Thank you for caring for the little friends.

I would not release him until spring time, I also have a young rescue 3/4 months old and i do not plan to release him in the winter.
1. Wait until spring
2. Is there a flock in the area you rescued? Pigeons live in flocks and since he is young, he still needs to learn from the others to survive. By himself he is sitting duck for a predator. In flock , pigeons have way to warn each other and techniques to fly in flock to avoid the predators. If there's no flock in the area you rescued him, you may look for a place where there is a flock and release him in the spring time.

I hope you can keep him for 2 more months.


----------



## Quazar (Jul 27, 2010)

I will also add that he cannot just be "released" into a flock as the flock may not accept him straight away which would also make him a target for predators.
He would need to go through what we call a soft release regimen, where he is caged amongst them, so he learns from the flock how to forage for food and how to react in moments of danger while he is safe in the cage.
This also allows the flock to see and semi interact with him so that when the time comes he has more chance of acceptance.


----------



## Jay3 (May 4, 2008)

Can you post a picture of him, so we could get a better idea of his age?


----------



## Jaye (Mar 13, 2008)

I concur with the above. His/her chances are improved significantly if released into a flock once the weather gets a bit better....don't release him as a single bird with no other Pigeons around. However as Quazar notes, one cannot just find a flock and open the cage and say goodbye all in one day.

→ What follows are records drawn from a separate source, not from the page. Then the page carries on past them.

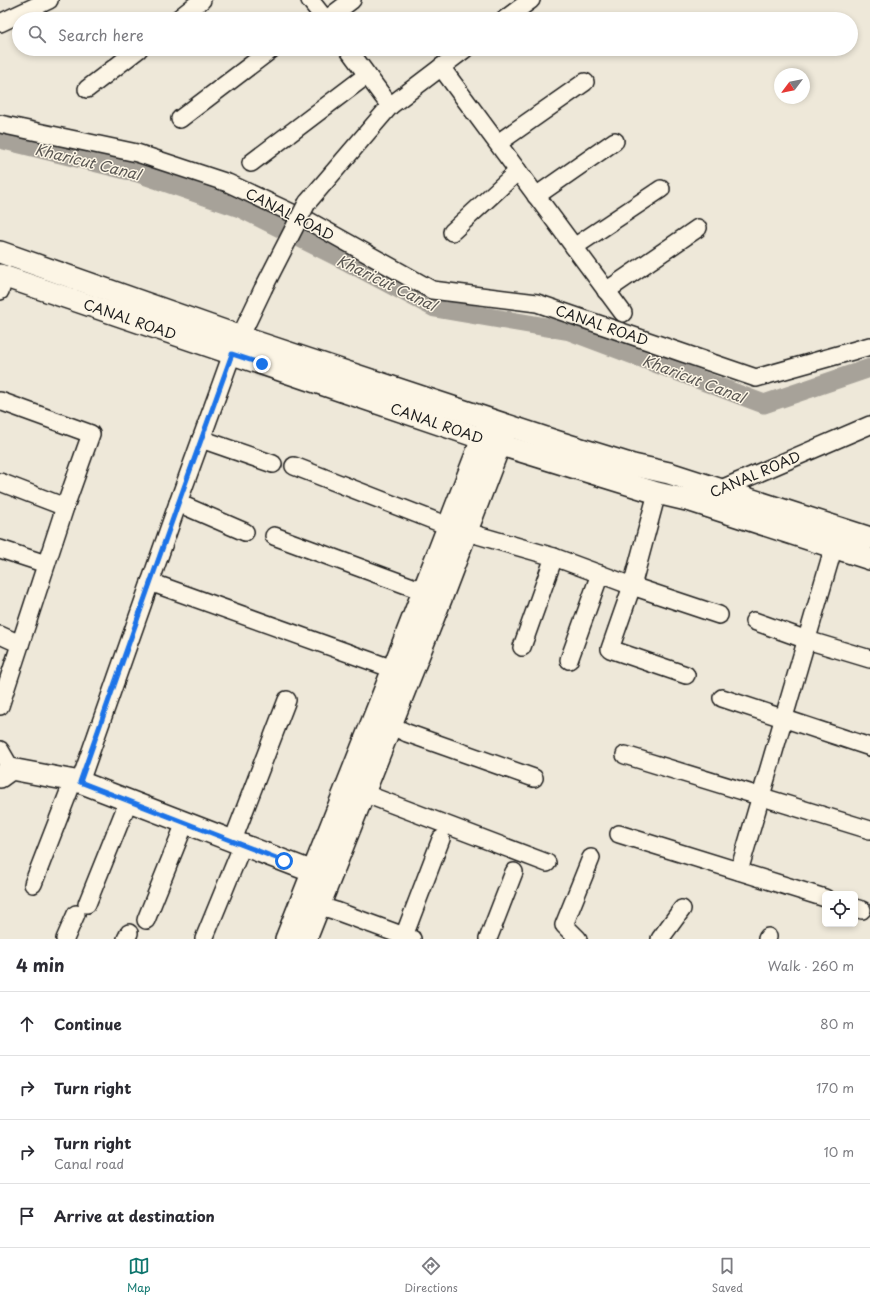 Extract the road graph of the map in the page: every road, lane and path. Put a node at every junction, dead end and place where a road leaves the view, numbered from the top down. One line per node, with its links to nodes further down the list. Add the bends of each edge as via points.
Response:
1 (49, 0): 6 (street)
2 (202, 0): 7 (street)
3 (352, 0): 8 (street)
4 (531, 0): 5 (street)
5 (510, 10)
6 (23, 12)
7 (187, 12)
8 (324, 12)
9 (12, 17): 10 (street)
10 (0, 23)
11 (129, 56): 18 (street)
12 (263, 56): 20 (street)
13 (353, 56): 16 (street)
14 (456, 56): 15 (street)
15 (441, 67): 19 (street); 23 (street)
16 (367, 75): 19 (street); 24 (street)
17 (585, 82): 23 (street)
18 (87, 89)
19 (390, 106): 35 (street, bridge, via 307,204)
20 (180, 119)
21 (0, 124): 36 (street, CANAL ROAD, via 137,153 228,183 307,220 432,290 537,303 756,378)
22 (615, 141): 27 (street)
23 (498, 144): 25 (street)
24 (251, 163)
25 (518, 172): 27 (street); 29 (street)
26 (661, 189): 30 (street)
27 (536, 196): 30 (street)
28 (698, 228): 33 (street)
29 (452, 232)
30 (574, 247): 33 (street)
31 (0, 252): 35 (street)
32 (2, 280): 35 (street, CANAL ROAD)
33 (606, 291): 34 (street)
34 (623, 313)
35 (237, 345): 38 (street, CANAL ROAD); 40 (street)
36 (870, 346)
37 (0, 401): 48 (street, via 91,434)
38 (495, 432): 44 (street, via 555,442); 45 (street, CANAL ROAD); 49 (street)
39 (869, 433): 44 (street, CANAL ROAD)
40 (201, 439): 41 (street); 47 (street)
41 (272, 464)
42 (294, 466): 49 (street)
43 (0, 482): 48 (street)
44 (719, 489): 46 (street, CANAL ROAD); 52 (street)
45 (657, 493): 46 (street, CANAL ROAD); 60 (street)
46 (691, 501): 53 (street)
47 (178, 504): 50 (street); 59 (street)
48 (65, 506): 57 (street)
49 (458, 529): 55 (street); 61 (street); 76 (street)
50 (245, 532)
51 (274, 536): 61 (street)
52 (870, 538)
53 (834, 546): 56 (street); 65 (street)
54 (0, 549): 57 (street)
55 (554, 557): 58 (street); 67 (street)
56 (870, 559)
57 (46, 564): 66 (street)
58 (600, 574): 60 (street); 69 (street)
59 (150, 582): 70 (street); 82 (street)
60 (632, 586): 62 (street); 71 (street, via 610,649)
61 (423, 591): 70 (street)
62 (719, 615)
63 (754, 621): 65 (street)
64 (0, 635): 66 (street)
65 (807, 640): 68 (street); 75 (street)
66 (20, 644): 74 (street)
67 (522, 647)
68 (870, 659)
69 (569, 660)
70 (393, 669): 95 (street)
71 (686, 675)
72 (722, 698): 75 (street)
73 (286, 700): 90 (street)
74 (0, 706)
75 (784, 719): 77 (street); 84 (street)
76 (390, 725): 81 (street); 83 (street)
77 (870, 747)
78 (0, 750): 80 (street)
79 (625, 755): 84 (street)
80 (5, 773): 82 (street)
81 (534, 778)
82 (77, 782): 85 (street); 96 (street)
83 (363, 793): 92 (street); 95 (street)
84 (761, 797): 87 (street); 93 (street)
85 (128, 802): 86 (street); 102 (street, via 82,909)
86 (185, 823): 90 (street); 100 (street)
87 (870, 830)
88 (619, 834): 93 (street)
89 (441, 839): 101 (street)
90 (238, 842): 95 (street); 103 (street)
91 (591, 858): 107 (street, via 564,925)
92 (547, 863)
93 (739, 871): 97 (street)
94 (514, 872): 106 (street)
95 (321, 876): 98 (street)
96 (33, 884)
97 (822, 897)
98 (310, 903): 101 (street); 104 (street); 105 (street)
99 (682, 909): 108 (street)
100 (146, 920)
101 (408, 938)
102 (65, 939)
103 (204, 939)
104 (286, 939)
105 (306, 939)
106 (488, 939)
107 (578, 939)
108 (660, 939) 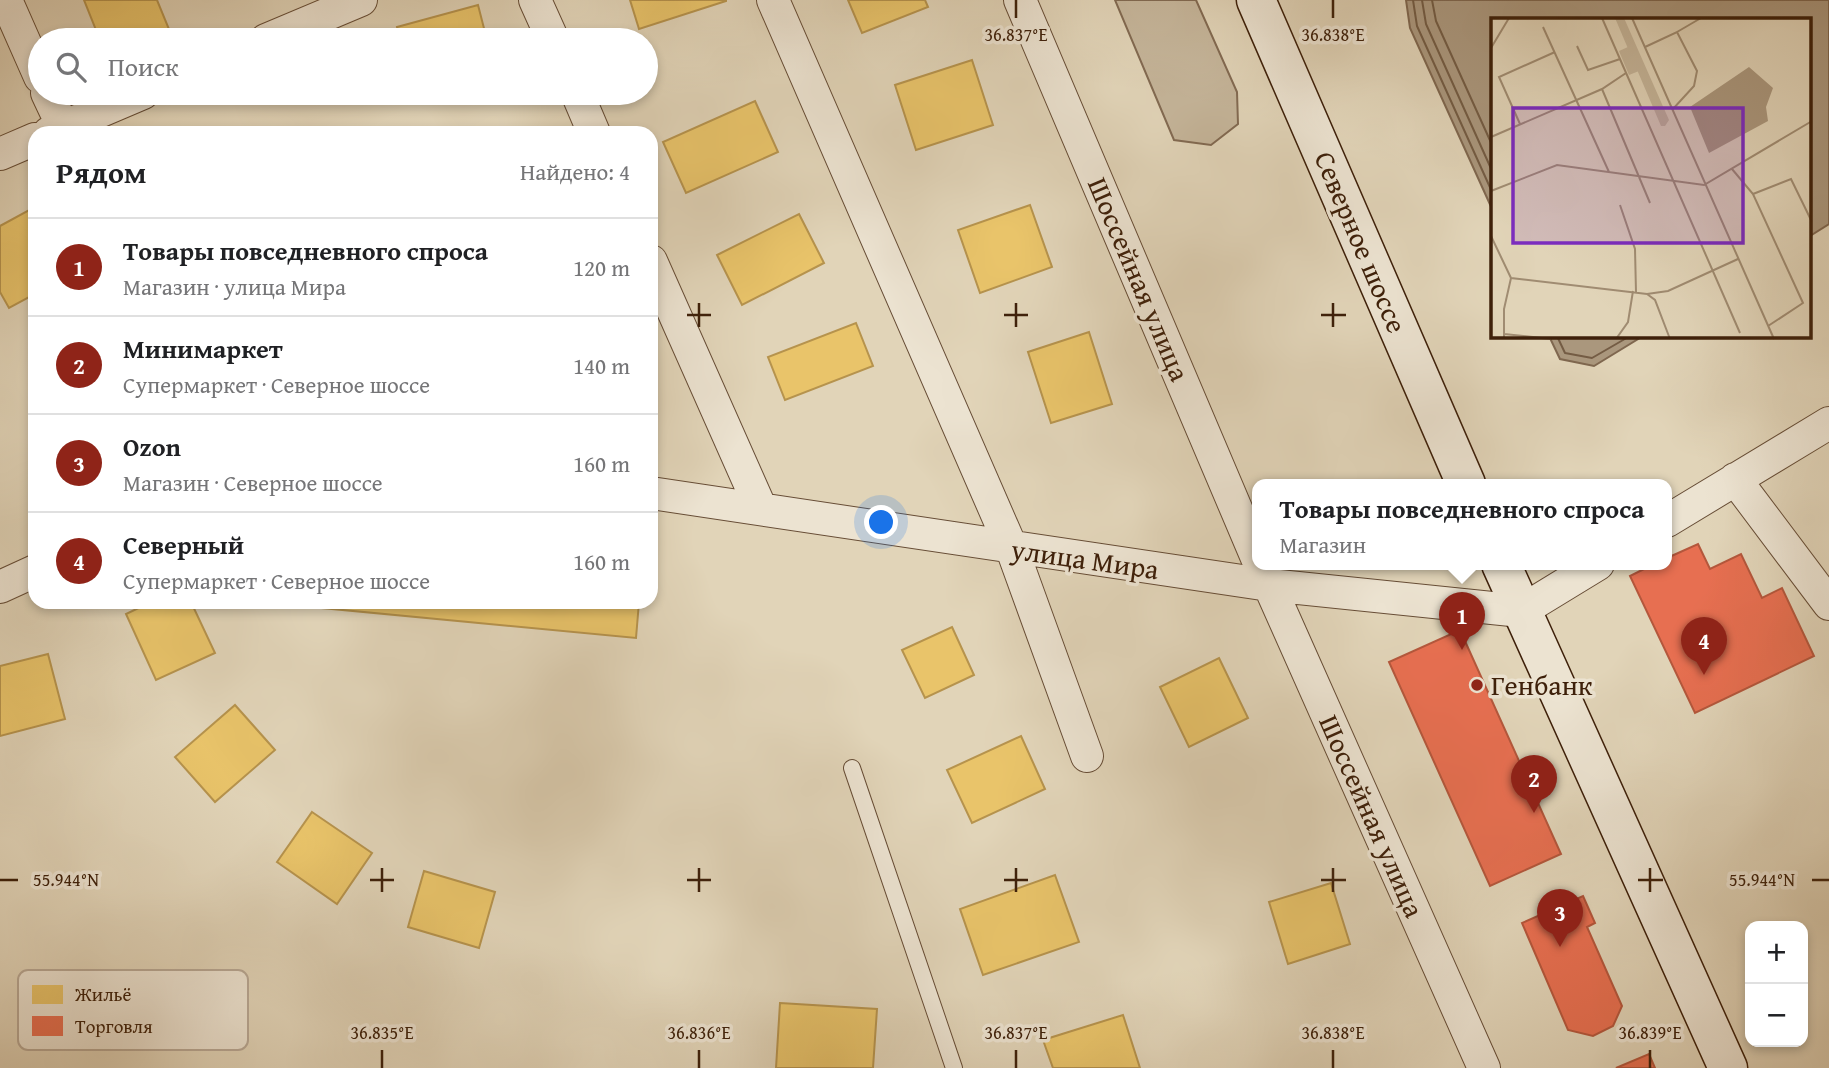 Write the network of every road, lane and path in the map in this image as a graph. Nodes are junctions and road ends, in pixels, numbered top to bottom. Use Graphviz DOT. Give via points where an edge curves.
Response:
graph roads {
  1 [pos="6,0"];
  2 [pos="360,0"];
  3 [pos="535,0"];
  4 [pos="773,0"];
  5 [pos="1020,0"];
  6 [pos="1266,5"];
  7 [pos="294,28"];
  8 [pos="548,28"];
  9 [pos="28,50"];
  10 [pos="48,105"];
  11 [pos="115,105"];
  12 [pos="581,105"];
  13 [pos="49,126"];
  14 [pos="65,126"];
  15 [pos="591,126"];
  16 [pos="28,142"];
  17 [pos="0,154"];
  18 [pos="658,277"];
  19 [pos="1829,424"];
  20 [pos="1464,479"];
  21 [pos="1735,479"];
  22 [pos="658,494"];
  23 [pos="761,509"];
  24 [pos="1672,519"];
  25 [pos="1252,545"];
  26 [pos="1012,549"];
  27 [pos="1252,568"];
  28 [pos="1262,570"];
  29 [pos="1268,570"];
  30 [pos="1504,570"];
  31 [pos="1588,570"];
  32 [pos="28,574"];
  33 [pos="0,587"];
  34 [pos="1829,604"];
  35 [pos="1521,611"];
  36 [pos="1087,755"];
  37 [pos="852,768"];
  38 [pos="954,1068"];
  39 [pos="1483,1068"];
  40 [pos="1728,1068"];
  1 -- 9 [label="street"];
  2 -- 7 [label="street"];
  3 -- 8 [label="street"];
  4 -- 26 [label="street"];
  5 -- 25 [label="street, Шоссейная улица"];
  6 -- 20 [label="main road, Северное шоссе"];
  10 -- 13 [label="street"];
  11 -- 14 [label="street"];
  12 -- 15 [label="street"];
  16 -- 17 [label="street"];
  18 -- 23 [label="street"];
  19 -- 21 [label="street"];
  21 -- 24 [label="street"];
  21 -- 34 [label="street"];
  22 -- 23 [label="street, улица Мира"];
  23 -- 26 [label="street, улица Мира"];
  26 -- 27 [label="street, улица Мира"];
  26 -- 36 [label="street"];
  28 -- 39 [label="street, Шоссейная улица"];
  29 -- 35 [label="street, улица Мира"];
  30 -- 35 [label="main road"];
  31 -- 35 [label="street"];
  32 -- 33 [label="street"];
  35 -- 40 [label="main road"];
  37 -- 38 [label="lane"];
}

Your pal needs to be acclimated to the flock you are going to release into. If he/she was rescued as a baby or fledgling, the acclimation process will take about a week (that would be at least 6 sessions of maybe 15 minutes/day, once a day at least). You can PM me for further Soft Release instructions. It isn't hard to do.

Thanks for caring.


----------



## goga82 (Aug 17, 2009)

i always do quick release.. i dont do no sessions.. never.. so far all the hundreds of babies i released are still doing good in the flocks i picked for them


----------



## SookiePidge (Feb 3, 2013)

With adults I always acclimatise them before release for a week or two just to make doubly sure they are ready, then I always release back or near from where they came they will find a food source there otherwise they wouldn't have been surviving, I pick locations to release my hand reared pigeons but again they go into an aviary for 5 weeks prior and I group them so that they are released together I then pick somewhere like a local nature park as I know people feed them and like pigeons there i also release birds here that may need a little hand in life every now and then


----------



## Jaye (Mar 13, 2008)

I think it is a necessity to *soft-release* a youngster who has been in care if they came to you clearly as a pre- or just-post-fledgling, because they have never fledged completey ~ thus have learned little other than hanging around the nest waiting for Mom and Dad.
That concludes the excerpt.